10(b)(5) & Full Disclosure Representations

Goulston & Storrs M&A attorney Dan Avery is a nationally recognized expert on M&A deal point trends. In partnership with Bloomberg Law, Dan has developed a series of 25 articles looking at these trends, on a topic-by-topic basis, providing practical insight into where these trends are heading, and the relevant implications for M&A deal professionals.

Market Trends: What You Need to Know

As shown in the American Bar Association's Private Target Mergers and Acquisitions Deal Points Studies:

  • Inclusion of either 10b-5 or “full disclosure” representations in merger and acquisition purchase agreements is becoming less common, declining from a peak of 67% in the 2009 ABA study to a low of 7% in the most recent (2021) study.
  • When full disclosure representations are included in mergers and acquisitions (M&A) agreements, they are almost always alongside, and rarely seen in the absence of, a 10b-5 representation.
  • Over the nine ABA studies, when 10b-5 representations were included, 13% to 33% of those representations were qualified by knowledge.
  • Altogether, over the past 12+ years, inclusion of a 10b-5 representation, whether with or without a full disclosure representation, has evolved from fairly common practice to an unusual occurrence.

Introduction

In M&A transactions, the definitive purchase agreement—e.g., asset purchase agreement, stock purchase agreement, or merger agreement—typically contains representations and warranties that the seller makes with respect to the target company.
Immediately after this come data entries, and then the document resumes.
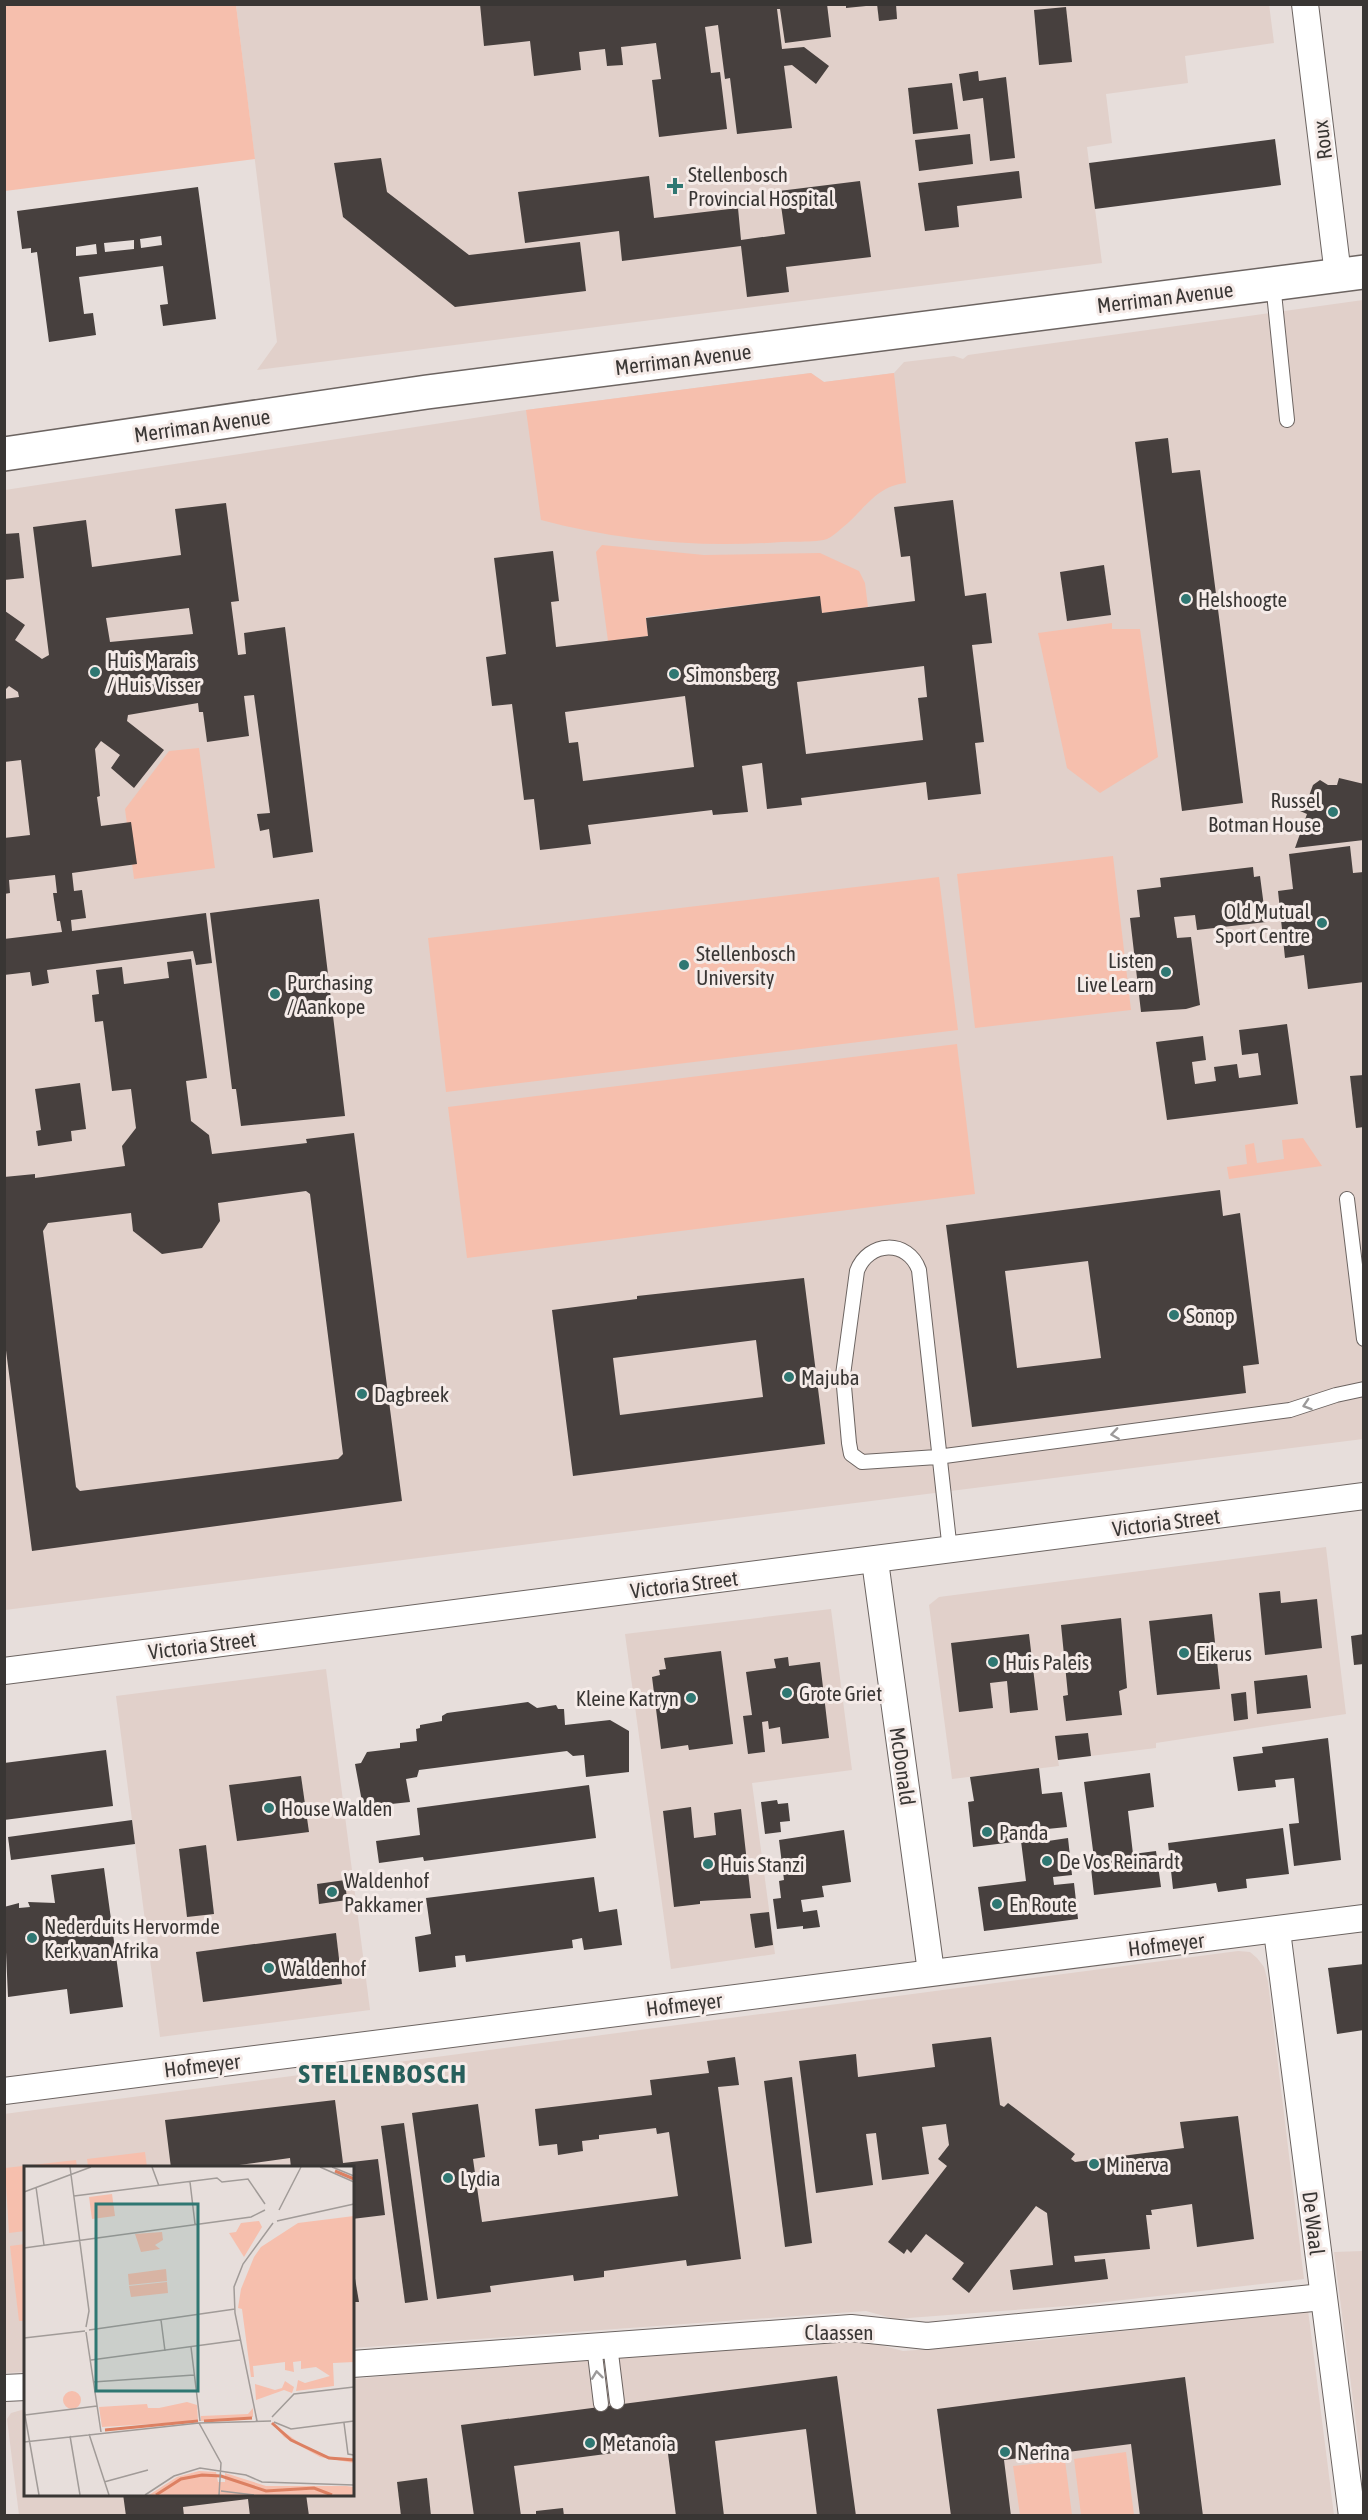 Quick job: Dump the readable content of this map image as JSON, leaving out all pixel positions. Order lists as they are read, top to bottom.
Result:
{
  "streets": {
    "street": [
      "Roux",
      "Merriman Avenue",
      "Victoria Street",
      "McDonald",
      "Hofmeyer",
      "De Waal",
      "Claassen"
    ]
  },
  "crossings": [
    ["Roux", "Merriman Avenue"],
    ["Victoria Street", "McDonald"],
    ["McDonald", "Hofmeyer"],
    ["Hofmeyer", "De Waal"],
    ["De Waal", "Claassen"]
  ],
  "districts": ["STELLENBOSCH"],
  "places": {
    "health": ["Stellenbosch Provincial Hospital"],
    "other": [
      "Helshoogte",
      "Huis Marais / Huis Visser",
      "Simonsberg",
      "Russel Botman House",
      "Old Mutual Sport Centre",
      "Stellenbosch University",
      "Listen Live Learn",
      "Purchasing / Aankope",
      "Sonop",
      "Majuba",
      "Dagbreek",
      "Eikerus",
      "Huis Paleis",
      "Grote Griet",
      "Kleine Katryn",
      "House Walden",
      "Panda",
      "De Vos Reinardt",
      "Huis Stanzi",
      "Waldenhof Pakkamer",
      "En Route",
      "Nederduits Hervormde Kerk van Afrika",
      "Waldenhof",
      "Minerva",
      "Lydia",
      "Metanoia",
      "Nerina"
    ]
  }
}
The scope and detail of these representations and warranties are often heavily negotiated and tailored to reflect not only the nature of the target and its business, financial condition, and operations, but also the relative negotiating strength of the buyer and seller.

One representation and warranty that the buyer often requests is commonly referred to as a “10b-5 representation.” This name is a reference to the Securities and Exchange Commission's Rule 10b-5, promulgated under Section 10(b) of the Securities Exchange Act of 1934. Clause (b) of Rule 10b-5 makes it unlawful (if using interstate commerce, the mails, or any national securities exchange), in connection with the purchase or sale of any security, to “make any untrue statement of a material fact or to omit to state a material fact necessary in order to make the statements made, in the light of the circumstances under which they were made, not misleading.” 17 C.F.R. 240.10b-5(b). Most 10b-5 representations track this language at least in part.

It's worth noting that a buyer in a private M&A stock deal may already be protected by Rule 10b-5, but including a 10b-5 representation in the purchase agreement gives the seller a contractual claim under the purchase agreement's indemnification provisions and does not require the buyer to prove the seller's knowledge of the untruth or omission, or the buyer's reliance on the same.

This article summarizes the most common formulations for 10b-5 and related full disclosure representations and examines the trends in practice with respect to these representations in private company M&A transactions.

Common Variations of 10b-5 Representations

While there are many variations of 10b-5 representations, three variations discussed here are most commonly seen in purchase agreements. Despite their differences, all three variations refer to untrue statements and statements made misleading by omission.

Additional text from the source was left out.